Mental illness is common and can affect anyone, including serving and ex-members of the armed forces and their families.
Some people cope with support from family and friends, or by getting help with other issues in their lives. Others need clinical care and treatment, which could be from the NHS, support groups or charities.
Although it's completely normal to experience anxiety or depression after traumatic events, this can be tough to deal with.
Furthermore, the culture of the armed forces can make getting help for a mental health problem appear difficult.

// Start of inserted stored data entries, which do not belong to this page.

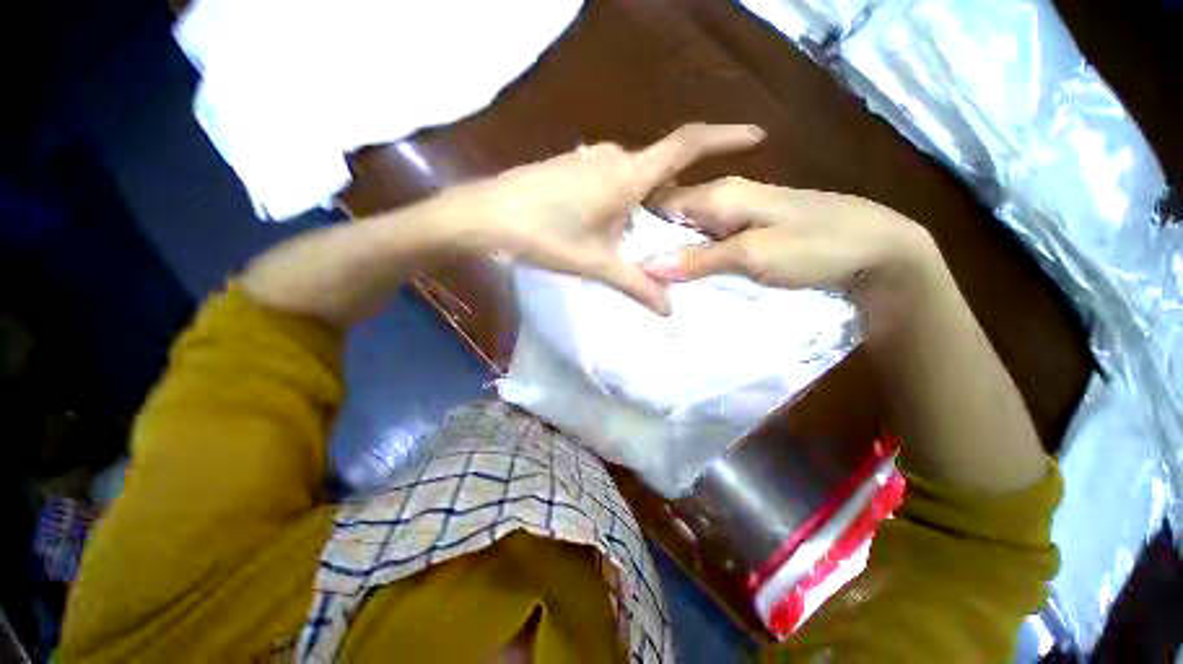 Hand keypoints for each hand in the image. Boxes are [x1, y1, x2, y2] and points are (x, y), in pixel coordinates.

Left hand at [453, 124, 764, 313]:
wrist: (486, 215)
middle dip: (675, 196)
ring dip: (645, 201)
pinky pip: (611, 177)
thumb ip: (636, 285)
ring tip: (641, 234)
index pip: (688, 145)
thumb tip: (669, 311)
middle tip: (681, 227)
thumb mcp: (595, 264)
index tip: (755, 136)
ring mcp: (589, 158)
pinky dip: (623, 197)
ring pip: (634, 176)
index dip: (725, 137)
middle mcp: (613, 156)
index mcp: (627, 174)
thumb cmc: (543, 236)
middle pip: (661, 169)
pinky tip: (608, 223)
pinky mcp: (572, 165)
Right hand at [643, 177, 941, 327]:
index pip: (661, 203)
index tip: (622, 257)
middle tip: (634, 276)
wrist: (878, 251)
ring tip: (652, 282)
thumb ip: (699, 259)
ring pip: (690, 234)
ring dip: (673, 257)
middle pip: (674, 220)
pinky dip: (695, 262)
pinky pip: (710, 246)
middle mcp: (724, 200)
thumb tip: (648, 266)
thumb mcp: (752, 255)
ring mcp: (738, 218)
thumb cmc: (816, 247)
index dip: (639, 228)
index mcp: (719, 195)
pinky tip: (686, 280)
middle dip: (652, 246)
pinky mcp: (749, 235)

Some people may not experience some of these symptoms until a few years after leaving the armed forces.
They may also delay getting help for a number of reasons, such as thinking they can cope, fear of criticism, or feeling that NHS therapists will not understand.
Read more about the symptoms of depression.
NHS support and treatment
If you think you or your partner may be experiencing mental health difficulties, you can get expert help from the NHS Veterans' Mental Health Transition, Intervention and Liaison Service (TILS) or the NHS Veterans' Mental Health Complex Treatment Service (CTS).
Both these services are available across England and are provided by specialists in mental health who have an expert understanding of the armed forces.
They'll also help to manage your care and support across other organisations.
Families and carers can find it hard to cope when their loved ones are not well, so, where appropriate, help may be provided for them, too.
NHS Veterans' Mental Health Transition, Intervention and Liaison Service (TILS)
TILS is a dedicated local-community-based service for veterans and those transitioning out of the armed forces with a discharge date.
The service provides a range of treatment, from recognising the early signs of mental health problems and providing access to early support, to therapeutic treatment for complex mental health difficulties and psychological trauma.
Where appropriate, help is also provided for other needs that may affect mental health and wellbeing – for example, with housing, finances, employment, social support and reducing alcohol consumption.
NHS Veterans' Mental Health Complex Treatment Service (CTS)
CTS is an enhanced local-community-based service for ex-service personnel who have military-related complex mental health problems that have not improved with earlier care and treatment.
The service provides intensive care and treatment including, but not limited to, support for drug and alcohol misuse, physical health, employment, housing, relationships and finances, as well as occupational and trauma-focused therapies.
Accessing NHS mental health care for veterans
To access these services, you need to go through TILS. This can be done by contacting the service directly, or by asking a GP or a military charity to refer you.
To contact the service directly:
- in the north of England, call 0303 123 1145 or email firstname.lastname@example.org
- in the Midlands or east of England, call 0300 323 0137 or email email@example.com
- in London or the southeast of England, call 020 3317 6818 or email firstname.lastname@example.org
- in the southwest of England, call 0300 365 0300 or email email@example.com
To access these services, you must:
- be a resident in England
- have served in the UK armed forces for a full day
- be registered with a GP practice in England or be willing to register with a GP
- provide your military service number or another acceptable form of proof of eligibility
When your referral has been received, you'll be offered an initial face-to-face assessment within 2 weeks and, where appropriate, a first clinical appointment 2 weeks after that.
Register with a GP
It's important to register with an NHS GP and tell them you have served in the armed forces so, where appropriate, you can access these and other dedicated services for veterans.
There are also many charities that provide great services, advice and support for veterans, reservists and family members. Similar services exist in Scotland, Northern Ireland and Wales.
Post-traumatic stress disorder (PTSD)
Some people with mental health issues may develop post-traumatic stress disorder (PTSD).
Symptoms can include:
- being constantly anxious
- being unable to relax
- vividly re-experiencing a traumatic event
- avoiding anything that might trigger distressing memories or feelings
- becoming socially isolated
PTSD can lead to problems in relationships and at work, including irritability, anger and substance misuse, particularly alcohol.
While some symptoms, such as nightmares, are normal in the weeks following a traumatic event, symptoms that last longer than this can indicate a problem.
If this happens to you, it's important to get advice from a GP as soon as possible.
If you have not already done so, register with a GP, tell them you served in the armed forces and are a veteran, and bring to their attention any health problems relating to your time in service.